Are You Afraid of Dying?

I know. Not the most upbeat question to ask, but it’s something that I’ve been thinking a lot about lately.

The first thought that crosses my mind is, of course everyone is afraid of dying, aren’t they? How could you not be? Leaving this world behind and everyone you love in it has to be daunting, doesn’t it? Then again, I know realistically that some people don’t, in fact, fear death, for various reasons. I guess that’s what makes the world go ‘round. I’m not one of those people.

I received an extremely sweet package in the mail the other day from a distant cousin of mine, and in the accompanying letter, he shared with me he has stage 4 cancer. My heart sank when I read that. I don’t know him personally, but he’s someone I’ve been in contact with over the years on social media, and he’s such a caring and genuine soul. I hope my family and I will get to meet him in person at a reunion this summer.

I read that, and then we’ve been watching a lot of true crime TV shows recently about people dying, going missing, or both, and then of course with mass shootings happening seemingly every day, and I suddenly got a sick feeling of fear. Death has always seemed like something far off, something that happens when you’re older and something that wouldn’t happen to me for a long time.
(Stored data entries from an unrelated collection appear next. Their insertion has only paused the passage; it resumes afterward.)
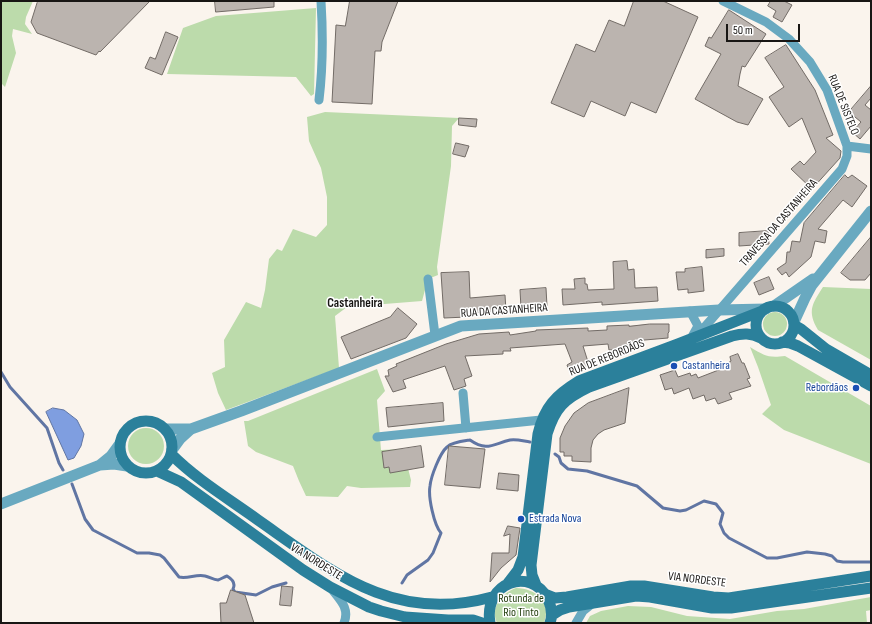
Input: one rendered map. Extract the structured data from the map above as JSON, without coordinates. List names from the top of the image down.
{
  "streets": {
    "main road": ["RUA DE REBORDÃOS", "VIA NORDESTE"],
    "street": ["RUA DE SISTELO", "TRAVESSA DA CASTANHEIRA", "RUA DA CASTANHEIRA"]
  },
  "crossings": [
    ["RUA DE SISTELO", "TRAVESSA DA CASTANHEIRA"],
    ["TRAVESSA DA CASTANHEIRA", "RUA DA CASTANHEIRA"],
    ["TRAVESSA DA CASTANHEIRA", "RUA DE REBORDÃOS"],
    ["RUA DA CASTANHEIRA", "RUA DE REBORDÃOS"],
    ["RUA DA CASTANHEIRA", "VIA NORDESTE"],
    ["RUA DE REBORDÃOS", "VIA NORDESTE"]
  ],
  "districts": ["Castanheira"],
  "parks": ["Rotunda de Rio Tinto"],
  "places": ["Castanheira", "Rebordãos", "Estrada Nova"],
  "scale_bar": "50 m"
}
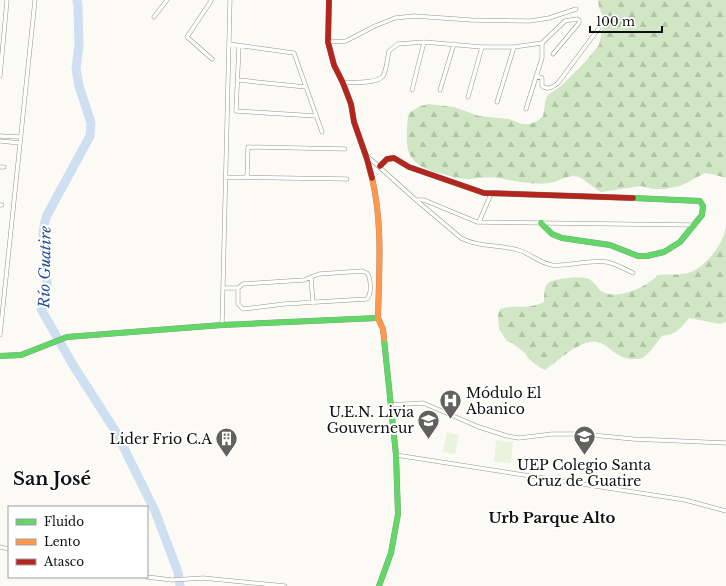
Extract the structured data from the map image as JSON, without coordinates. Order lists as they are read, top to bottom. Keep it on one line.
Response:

That’s how I felt when I was younger. Maybe that’s how everyone feels when they’re younger.

Did you know there’s a clinical term for having anxiety over dying? It’s called thanatophobia, and it’s a pretty common thing. According to MedicalNewsToday.com, “The majority of individuals are afraid of death. Most people tend to fear death, but they usually only exhibit low to moderate levels of anxiety.” So if you do fear death, you’re not alone. It’s a completely common thing.

But the very real idea that it is possible to die is becoming more apparent as I get older. And it’s something that, if I’m being honest, I’m scared of. I don’t want to die. I want to live as long as possible and see our kids grow up and maybe have kids of their own one day. What’s even scarier is not knowing how I’ll die. Will I see it coming? Will I suffer? Will it be out of nowhere? These are the questions on my mind lately. Not that I necessarily dwell on them, but they do pop into my head every now and then.

Because of all this, I think it’s made me appreciate life more lately. I’m striving to live every day to the fullest; to take in each moment with my husband and my kids and my family. I think the last few years I’ve been so caught up in work and social media that sometimes the most important things in life get put on the back burner, and I hate that. My goal is to live in the now, and I really feel I’ve been doing that lately, while pursuing things I truly care about.

Death can happen to anyone at any time. I think that’s the scariest part. All of the people I’ve seen pass away recently on the news or in the content I’m consuming have been real people with real live and with things they care about, like maybe they were looking forward to a new movie coming out or they were excited to celebrate a friend’s birthday or paint their bedroom a new color. And they won’t ever get the chance to do any of those things. Death is so finite. That’s another thing that really hits hard when I think about it.

Are you afraid to die? What are your thoughts on it? Maybe reading someone else’s point of view will bring me some comfort.